Stoff für Diskussionen
Dieses Buch bietet wirklich Stoff für Diskussionen. Angefangen darüber wie wichtig Bildung für die individuelle Entwicklung von Kindern ist, bis hin zu der Frage, wie man Kinder wirksam vor der Willkür von Eltern bewahren kann, die religiöse Überzeugungen über das Kindeswohl stellen.
Ich würde dieses Buch kein zweites Mal lesen wollen und empfinde es als besonders schwer zu sagen, welche Leser darin wohl das Meiste für sich finden können. Es gibt interessante Einblicke in die Dynamik von dysfunktionalen Familien, ein echtes Buch über Bildung war es jedoch nach meinem Empfinden nicht.
„Befreit. Wie Bildung mir die Welt erschloss“ von Tara Westover, übersetzt von Eike Schönfeld, erschienen im Kiepenheuer & Witsch Verlag, 448 Seiten
Mich hat das Buch auch sehr wütend gemacht und ich hatte überhaupt nicht damit gerechnet, wie brutal es werden würde. Die Grenze zum Missbrauch ist da meiner Ansicht nach auch wirklich überschritten. Ich war auf jeden Fall schockiert. Und ja, die Verletzungen waren mir auch irgendwann zu viel. Das wirkte als hätte die Autorin das noch mal extra betonen wollen, aber daneben kam die Bildung in der Erzählung wirklich etwas zu kurz. Ich hätte mir auch z.B. mehr Informationen darüber gewünscht, wie sie innerhalb von so kurzer Zeit praktisch allein 12 Jahre Schule aufholen konnte.
Ich bin trotzdem froh, es gelesen zu haben und fand es auch auf eine gewisse Art motivierend, aber stimmt, das Thema und die Erwartungen getroffen hat es eigentlich nicht wirklich.
Liebe Jacquy,
Danke für deinen Kommentar! Ich bin total beruhigt, dass da noch jemand meine Argumentation nachvollziehen kann, der das Buch gelesen hat! Ich habe so viele begeisterte Rezensionen bei A*mazon gelesen, dass ich irgendwie dachte, ich bin da vielleicht allein mit meiner Ansicht. Die Thematik ist natürlich total wichtig und ich kann die Euphorie darüber, ein Buch über die Bedeutung von Bildung zu schreiben verstehen (gerade deswegen wollte ich es unbedingt lesen) aber das war es eben nicht.

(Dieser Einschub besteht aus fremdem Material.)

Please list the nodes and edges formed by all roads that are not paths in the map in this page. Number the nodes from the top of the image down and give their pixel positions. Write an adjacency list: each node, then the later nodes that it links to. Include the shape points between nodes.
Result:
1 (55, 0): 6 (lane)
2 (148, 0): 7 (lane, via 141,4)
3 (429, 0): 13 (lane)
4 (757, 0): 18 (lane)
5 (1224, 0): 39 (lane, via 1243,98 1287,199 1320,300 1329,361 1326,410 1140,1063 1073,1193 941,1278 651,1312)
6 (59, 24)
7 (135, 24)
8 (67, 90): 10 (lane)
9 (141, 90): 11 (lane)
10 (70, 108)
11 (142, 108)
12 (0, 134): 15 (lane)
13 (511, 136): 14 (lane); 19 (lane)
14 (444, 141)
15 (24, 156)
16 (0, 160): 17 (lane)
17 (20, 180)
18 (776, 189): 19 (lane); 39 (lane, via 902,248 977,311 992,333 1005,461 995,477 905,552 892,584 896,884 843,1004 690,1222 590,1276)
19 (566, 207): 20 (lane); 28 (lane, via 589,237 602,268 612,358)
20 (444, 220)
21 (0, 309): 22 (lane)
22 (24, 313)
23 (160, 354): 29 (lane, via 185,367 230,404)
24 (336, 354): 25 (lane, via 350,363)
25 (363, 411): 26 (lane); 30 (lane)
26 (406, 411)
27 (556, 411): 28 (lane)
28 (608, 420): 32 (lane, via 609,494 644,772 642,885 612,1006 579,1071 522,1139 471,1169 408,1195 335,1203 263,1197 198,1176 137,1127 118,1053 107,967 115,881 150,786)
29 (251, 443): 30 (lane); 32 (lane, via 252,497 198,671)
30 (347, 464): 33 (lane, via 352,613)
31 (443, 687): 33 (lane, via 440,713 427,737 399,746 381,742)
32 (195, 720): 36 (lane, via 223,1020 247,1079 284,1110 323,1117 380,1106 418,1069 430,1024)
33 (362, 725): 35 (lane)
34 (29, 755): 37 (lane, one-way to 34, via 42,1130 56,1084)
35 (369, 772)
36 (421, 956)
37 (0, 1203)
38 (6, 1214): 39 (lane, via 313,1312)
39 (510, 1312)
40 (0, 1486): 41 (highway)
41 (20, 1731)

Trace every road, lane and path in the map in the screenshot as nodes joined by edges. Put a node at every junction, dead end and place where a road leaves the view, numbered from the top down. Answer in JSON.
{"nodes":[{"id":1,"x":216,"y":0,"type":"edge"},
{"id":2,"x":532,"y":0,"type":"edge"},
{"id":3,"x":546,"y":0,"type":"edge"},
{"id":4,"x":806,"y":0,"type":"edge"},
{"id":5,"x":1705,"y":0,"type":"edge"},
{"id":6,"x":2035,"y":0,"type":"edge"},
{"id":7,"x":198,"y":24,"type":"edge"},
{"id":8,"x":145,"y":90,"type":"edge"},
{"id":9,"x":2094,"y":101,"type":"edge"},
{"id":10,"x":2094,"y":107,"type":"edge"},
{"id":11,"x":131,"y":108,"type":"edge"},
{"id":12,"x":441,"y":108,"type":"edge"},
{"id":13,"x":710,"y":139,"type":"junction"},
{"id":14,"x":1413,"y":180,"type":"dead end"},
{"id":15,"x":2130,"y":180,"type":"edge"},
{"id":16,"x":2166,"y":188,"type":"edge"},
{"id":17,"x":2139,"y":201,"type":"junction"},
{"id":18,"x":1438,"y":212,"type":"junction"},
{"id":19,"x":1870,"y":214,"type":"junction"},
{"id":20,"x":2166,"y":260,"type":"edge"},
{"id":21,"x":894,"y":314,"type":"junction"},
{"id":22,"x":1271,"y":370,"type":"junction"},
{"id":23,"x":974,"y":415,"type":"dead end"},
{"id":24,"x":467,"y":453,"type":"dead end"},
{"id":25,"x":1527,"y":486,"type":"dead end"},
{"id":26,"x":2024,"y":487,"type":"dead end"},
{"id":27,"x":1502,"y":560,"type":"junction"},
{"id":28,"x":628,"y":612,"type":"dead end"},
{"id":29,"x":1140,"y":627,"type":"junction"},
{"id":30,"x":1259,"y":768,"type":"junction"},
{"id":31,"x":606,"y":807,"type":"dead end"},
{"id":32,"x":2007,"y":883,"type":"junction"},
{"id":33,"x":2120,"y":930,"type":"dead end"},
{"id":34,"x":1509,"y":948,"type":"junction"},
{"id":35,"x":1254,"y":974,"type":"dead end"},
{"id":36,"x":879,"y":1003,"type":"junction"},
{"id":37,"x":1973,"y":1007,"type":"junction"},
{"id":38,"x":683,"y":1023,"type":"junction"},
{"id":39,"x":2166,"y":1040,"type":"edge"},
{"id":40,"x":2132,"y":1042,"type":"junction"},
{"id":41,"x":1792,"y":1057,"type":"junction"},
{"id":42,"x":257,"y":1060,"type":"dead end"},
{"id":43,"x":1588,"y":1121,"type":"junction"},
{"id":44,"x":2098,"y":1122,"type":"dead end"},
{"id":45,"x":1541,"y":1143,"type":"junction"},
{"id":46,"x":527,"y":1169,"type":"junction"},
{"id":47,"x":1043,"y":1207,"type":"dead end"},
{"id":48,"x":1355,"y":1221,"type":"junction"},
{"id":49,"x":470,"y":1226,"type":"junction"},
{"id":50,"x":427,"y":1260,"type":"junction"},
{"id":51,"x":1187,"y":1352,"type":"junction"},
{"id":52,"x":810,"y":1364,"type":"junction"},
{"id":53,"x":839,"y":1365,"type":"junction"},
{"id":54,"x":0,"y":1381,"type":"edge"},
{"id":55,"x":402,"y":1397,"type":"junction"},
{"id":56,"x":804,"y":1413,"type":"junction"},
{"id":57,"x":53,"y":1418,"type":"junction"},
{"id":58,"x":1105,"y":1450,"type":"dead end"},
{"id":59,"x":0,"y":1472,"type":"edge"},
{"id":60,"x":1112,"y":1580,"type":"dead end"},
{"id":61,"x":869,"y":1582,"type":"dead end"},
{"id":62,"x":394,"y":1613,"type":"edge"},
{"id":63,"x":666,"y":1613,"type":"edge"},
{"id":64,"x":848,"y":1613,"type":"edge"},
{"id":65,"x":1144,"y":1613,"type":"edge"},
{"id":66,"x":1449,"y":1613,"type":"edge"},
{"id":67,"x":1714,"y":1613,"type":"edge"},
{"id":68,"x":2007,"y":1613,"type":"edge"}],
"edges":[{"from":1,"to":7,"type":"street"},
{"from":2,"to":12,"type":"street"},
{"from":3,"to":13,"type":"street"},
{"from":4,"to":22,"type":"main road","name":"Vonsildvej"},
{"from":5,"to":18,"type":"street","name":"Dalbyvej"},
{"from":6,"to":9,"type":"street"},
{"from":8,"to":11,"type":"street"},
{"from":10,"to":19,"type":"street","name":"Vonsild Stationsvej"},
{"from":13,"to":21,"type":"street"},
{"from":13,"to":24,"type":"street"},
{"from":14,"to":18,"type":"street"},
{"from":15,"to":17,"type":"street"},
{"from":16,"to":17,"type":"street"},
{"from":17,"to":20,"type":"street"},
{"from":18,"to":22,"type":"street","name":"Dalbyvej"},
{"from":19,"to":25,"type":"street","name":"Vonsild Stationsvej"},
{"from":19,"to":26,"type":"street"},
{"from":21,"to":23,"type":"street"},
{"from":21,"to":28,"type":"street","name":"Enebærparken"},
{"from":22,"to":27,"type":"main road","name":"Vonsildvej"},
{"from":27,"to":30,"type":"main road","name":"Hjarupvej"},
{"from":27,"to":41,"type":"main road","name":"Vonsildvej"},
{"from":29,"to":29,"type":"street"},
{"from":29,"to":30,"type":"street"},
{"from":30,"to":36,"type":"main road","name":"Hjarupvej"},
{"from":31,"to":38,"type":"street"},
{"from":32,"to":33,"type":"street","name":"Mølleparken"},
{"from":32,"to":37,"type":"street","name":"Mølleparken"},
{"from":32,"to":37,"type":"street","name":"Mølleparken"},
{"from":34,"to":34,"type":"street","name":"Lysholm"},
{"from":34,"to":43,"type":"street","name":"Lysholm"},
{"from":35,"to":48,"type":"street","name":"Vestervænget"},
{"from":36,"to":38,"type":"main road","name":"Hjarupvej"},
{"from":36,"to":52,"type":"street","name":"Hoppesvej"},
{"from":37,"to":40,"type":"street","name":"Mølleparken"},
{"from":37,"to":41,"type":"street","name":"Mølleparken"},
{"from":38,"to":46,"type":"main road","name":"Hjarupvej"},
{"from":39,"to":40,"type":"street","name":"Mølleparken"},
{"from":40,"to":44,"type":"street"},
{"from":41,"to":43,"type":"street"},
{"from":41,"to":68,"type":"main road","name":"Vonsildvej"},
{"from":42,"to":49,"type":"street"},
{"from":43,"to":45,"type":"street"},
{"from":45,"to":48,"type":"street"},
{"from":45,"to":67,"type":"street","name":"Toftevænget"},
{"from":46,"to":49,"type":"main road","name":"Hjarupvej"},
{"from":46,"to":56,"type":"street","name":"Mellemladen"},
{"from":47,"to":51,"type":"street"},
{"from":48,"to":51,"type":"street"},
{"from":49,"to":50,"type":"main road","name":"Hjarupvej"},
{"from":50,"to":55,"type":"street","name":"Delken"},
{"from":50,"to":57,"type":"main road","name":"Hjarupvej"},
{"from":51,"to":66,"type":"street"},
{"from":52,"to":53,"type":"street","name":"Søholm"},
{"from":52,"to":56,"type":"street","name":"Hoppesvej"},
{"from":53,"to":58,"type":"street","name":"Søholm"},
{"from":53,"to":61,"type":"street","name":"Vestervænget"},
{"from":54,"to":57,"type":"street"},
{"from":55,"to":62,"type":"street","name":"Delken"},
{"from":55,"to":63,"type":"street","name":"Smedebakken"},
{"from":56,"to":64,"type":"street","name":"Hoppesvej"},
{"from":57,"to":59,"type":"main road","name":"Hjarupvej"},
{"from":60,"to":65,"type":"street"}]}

Und stimmt, wie sie es schafft den Bildungsstand in der kurzen Zeit aufzuholen, ist mir auch nicht ganz klar geworden. Sie hat betont, dass ihr da einige abstrakte mathematische Themen doch Probleme bereiteten und zack, im nächsten Kapitel gings wieder um Verletzungen :-/…
Ich glaube ich werde einfach mal nach „ähnlichen Büchern“ in diese Richtung suchen, denn Geschichten, die den Wert von Bildung verdeutlichen, gibt es sicher genug.